The provision of additional information related to the notion of information overload—whether nutritional or transactional—can impose a cognitive burden on consumers, which has been identified as a potential drawback [55,56]. Information overload is defined as a condition in which characteristics of information—such as its volume, complexity, or rate of presentation—exceed an individual’s capacity to process it effectively [56,57]. Scholars claimed that information obtained through nutrition disclosure [50,58] and chatbot consultations [12,13] can contribute to information overload, as it increases the amount of information individuals must process. Scholars further suggested that such excessive information is likely to reduce consumers’ ability to make effective decisions [57,59]. Building on these insights, it can be inferred that the use of nutrition information disclosure and chatbots may increase cognitive demands on consumers, potentially heightening fatigue.

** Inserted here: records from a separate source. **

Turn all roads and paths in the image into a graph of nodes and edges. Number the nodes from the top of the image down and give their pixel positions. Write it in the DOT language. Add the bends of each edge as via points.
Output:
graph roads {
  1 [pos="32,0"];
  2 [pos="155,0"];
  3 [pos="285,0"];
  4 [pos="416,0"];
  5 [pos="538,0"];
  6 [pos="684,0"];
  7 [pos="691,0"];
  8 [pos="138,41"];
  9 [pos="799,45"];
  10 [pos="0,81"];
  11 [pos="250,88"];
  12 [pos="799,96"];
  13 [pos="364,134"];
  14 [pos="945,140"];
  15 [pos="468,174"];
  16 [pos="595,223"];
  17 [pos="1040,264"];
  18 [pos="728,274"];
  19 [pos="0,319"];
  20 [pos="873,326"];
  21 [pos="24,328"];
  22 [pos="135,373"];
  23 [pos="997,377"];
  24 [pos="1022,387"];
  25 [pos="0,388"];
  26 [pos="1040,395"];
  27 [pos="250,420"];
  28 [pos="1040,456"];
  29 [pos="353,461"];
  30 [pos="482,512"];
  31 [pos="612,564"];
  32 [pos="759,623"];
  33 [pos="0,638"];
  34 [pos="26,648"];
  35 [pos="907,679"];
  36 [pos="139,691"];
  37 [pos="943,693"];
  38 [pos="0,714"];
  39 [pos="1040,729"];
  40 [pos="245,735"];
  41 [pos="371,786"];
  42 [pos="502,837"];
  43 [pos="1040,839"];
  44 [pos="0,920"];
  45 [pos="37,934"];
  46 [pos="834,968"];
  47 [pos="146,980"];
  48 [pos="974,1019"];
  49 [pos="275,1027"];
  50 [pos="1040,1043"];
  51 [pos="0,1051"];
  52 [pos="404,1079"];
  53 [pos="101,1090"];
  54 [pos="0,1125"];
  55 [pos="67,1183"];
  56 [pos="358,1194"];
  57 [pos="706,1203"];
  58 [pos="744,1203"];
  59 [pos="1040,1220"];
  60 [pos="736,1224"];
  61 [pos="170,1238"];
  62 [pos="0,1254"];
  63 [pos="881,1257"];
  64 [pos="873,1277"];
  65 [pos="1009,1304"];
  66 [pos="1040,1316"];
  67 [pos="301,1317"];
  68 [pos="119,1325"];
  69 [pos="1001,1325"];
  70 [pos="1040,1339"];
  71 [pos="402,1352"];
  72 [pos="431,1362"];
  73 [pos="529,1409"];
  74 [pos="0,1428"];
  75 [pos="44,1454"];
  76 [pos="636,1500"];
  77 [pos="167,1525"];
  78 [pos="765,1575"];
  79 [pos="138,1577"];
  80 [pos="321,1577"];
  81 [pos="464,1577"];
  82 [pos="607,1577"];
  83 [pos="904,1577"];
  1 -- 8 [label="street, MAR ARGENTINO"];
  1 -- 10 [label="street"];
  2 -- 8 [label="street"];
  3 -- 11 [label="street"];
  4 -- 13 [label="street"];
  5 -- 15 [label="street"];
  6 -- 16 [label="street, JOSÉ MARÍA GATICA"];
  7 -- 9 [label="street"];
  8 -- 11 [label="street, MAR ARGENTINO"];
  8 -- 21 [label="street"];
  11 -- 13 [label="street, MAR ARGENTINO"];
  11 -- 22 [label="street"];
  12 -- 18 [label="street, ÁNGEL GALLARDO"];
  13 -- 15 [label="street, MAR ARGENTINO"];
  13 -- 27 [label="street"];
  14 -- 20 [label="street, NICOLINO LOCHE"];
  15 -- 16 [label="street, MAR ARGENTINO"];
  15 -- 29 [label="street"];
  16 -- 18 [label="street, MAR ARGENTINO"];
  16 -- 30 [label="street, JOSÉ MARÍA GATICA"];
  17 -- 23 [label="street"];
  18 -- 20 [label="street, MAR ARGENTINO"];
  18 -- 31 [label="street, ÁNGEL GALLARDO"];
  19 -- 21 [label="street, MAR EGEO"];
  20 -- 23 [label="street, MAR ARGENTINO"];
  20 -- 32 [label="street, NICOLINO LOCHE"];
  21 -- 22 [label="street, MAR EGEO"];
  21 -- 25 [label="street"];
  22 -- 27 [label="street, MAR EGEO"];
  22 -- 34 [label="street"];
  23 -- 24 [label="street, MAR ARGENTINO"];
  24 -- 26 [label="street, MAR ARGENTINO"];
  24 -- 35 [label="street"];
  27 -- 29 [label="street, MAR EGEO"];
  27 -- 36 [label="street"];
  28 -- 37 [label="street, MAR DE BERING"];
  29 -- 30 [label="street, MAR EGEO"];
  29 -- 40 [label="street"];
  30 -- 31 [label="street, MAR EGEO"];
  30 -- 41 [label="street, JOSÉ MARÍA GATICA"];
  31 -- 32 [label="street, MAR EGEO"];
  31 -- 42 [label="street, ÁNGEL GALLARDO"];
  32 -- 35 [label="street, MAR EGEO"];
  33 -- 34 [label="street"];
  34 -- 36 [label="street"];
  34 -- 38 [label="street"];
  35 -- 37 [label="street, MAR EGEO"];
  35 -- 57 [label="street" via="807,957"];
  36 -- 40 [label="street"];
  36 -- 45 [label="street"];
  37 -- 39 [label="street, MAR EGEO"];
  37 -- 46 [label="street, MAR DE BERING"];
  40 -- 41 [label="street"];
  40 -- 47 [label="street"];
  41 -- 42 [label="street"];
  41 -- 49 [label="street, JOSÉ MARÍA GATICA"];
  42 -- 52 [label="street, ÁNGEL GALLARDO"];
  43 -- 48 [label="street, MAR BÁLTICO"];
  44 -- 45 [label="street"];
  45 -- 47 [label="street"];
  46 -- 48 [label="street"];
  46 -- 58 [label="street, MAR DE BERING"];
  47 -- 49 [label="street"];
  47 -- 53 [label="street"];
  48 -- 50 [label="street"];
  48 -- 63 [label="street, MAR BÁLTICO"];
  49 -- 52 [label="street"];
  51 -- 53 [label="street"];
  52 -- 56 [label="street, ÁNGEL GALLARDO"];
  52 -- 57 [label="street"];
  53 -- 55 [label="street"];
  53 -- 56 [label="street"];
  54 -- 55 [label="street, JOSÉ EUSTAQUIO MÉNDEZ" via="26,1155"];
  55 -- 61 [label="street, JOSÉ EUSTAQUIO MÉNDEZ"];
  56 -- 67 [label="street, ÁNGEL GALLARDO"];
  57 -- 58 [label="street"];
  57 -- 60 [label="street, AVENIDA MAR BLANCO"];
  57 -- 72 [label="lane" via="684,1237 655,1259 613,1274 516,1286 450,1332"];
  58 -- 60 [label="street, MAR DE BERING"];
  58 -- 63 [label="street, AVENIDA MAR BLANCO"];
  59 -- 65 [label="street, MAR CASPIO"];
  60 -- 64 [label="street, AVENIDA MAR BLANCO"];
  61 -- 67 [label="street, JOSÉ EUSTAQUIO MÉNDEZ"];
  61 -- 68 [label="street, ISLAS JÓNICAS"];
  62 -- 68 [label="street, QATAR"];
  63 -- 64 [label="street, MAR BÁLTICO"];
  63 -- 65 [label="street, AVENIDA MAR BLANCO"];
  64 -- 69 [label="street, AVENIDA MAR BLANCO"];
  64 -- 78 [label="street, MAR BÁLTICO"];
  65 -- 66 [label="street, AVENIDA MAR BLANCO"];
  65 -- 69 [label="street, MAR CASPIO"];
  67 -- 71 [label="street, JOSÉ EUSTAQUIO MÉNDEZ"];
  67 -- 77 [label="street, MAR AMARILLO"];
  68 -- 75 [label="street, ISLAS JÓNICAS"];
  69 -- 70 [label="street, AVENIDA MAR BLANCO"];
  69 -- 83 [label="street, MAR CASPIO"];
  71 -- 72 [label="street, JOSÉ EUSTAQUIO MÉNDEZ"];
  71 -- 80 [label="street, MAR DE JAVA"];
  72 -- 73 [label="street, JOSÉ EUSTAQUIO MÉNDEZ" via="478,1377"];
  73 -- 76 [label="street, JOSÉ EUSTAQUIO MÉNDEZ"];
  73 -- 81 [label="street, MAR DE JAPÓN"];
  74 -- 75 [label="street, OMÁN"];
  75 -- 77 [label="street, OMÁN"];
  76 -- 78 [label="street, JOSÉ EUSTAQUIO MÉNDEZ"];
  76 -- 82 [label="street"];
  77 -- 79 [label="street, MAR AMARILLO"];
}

Accordingly, the present study proposes the following hypotheses:
Hypothesis 4.
Nutrition disclosure significantly moderates the relationship between health risk and fatigue in the domain of food delivery app usage.
Hypothesis 5.
Chatbot information significantly moderates the relationship between health risk and fatigue in the domain of food delivery app usage.

3. Method

3.1. Research Model

Figure 1 illustrates the proposed research model. In this model, health risk is specified as the independent variable, while fatigue is conceptualized as the mediating variable. Loyalty serves as the dependent variable. Nutrition disclosure and chatbot information are introduced as moderating variables that influence the relationship between health risk and fatigue. The model posits that health risk positively affects fatigue, whereas loyalty is negatively influenced by both health risk and fatigue.

3.2. Data Collection

Data for this study were collected through an online survey administered via Google Forms. The online survey method was chosen for its flexibility in terms of time and location, which facilitates broader participation. Respondents were recruited through the Clickworker platform (http://clickworker.com, accessed on 26 August 2025), a widely recognized tool for survey-based research [60,61]. The study focused on the United States, given the prominence and active use of food delivery applications in this market. Data collection was carried out between 26 August and 29 August 2025, resulting in 364 valid responses. This sample size is considered adequate for robust statistical analysis, consistent with the rule of thumb that recommends a minimum of ten observations per survey item to ensure reliable inference [62].
Table 1 presents the demographic profile of the survey participants. The proportion of female respondents was 70.6%. In terms of age, the largest group consisted of respondents in their forties (137 individuals, 37.6%). Regarding monthly household income, approximately 59.6% reported earnings below USD 5000. In terms of education, 43.1% of respondents had not completed a college degree, representing the largest subgroup. Finally, 166 respondents indicated that they used food delivery applications less than once per week.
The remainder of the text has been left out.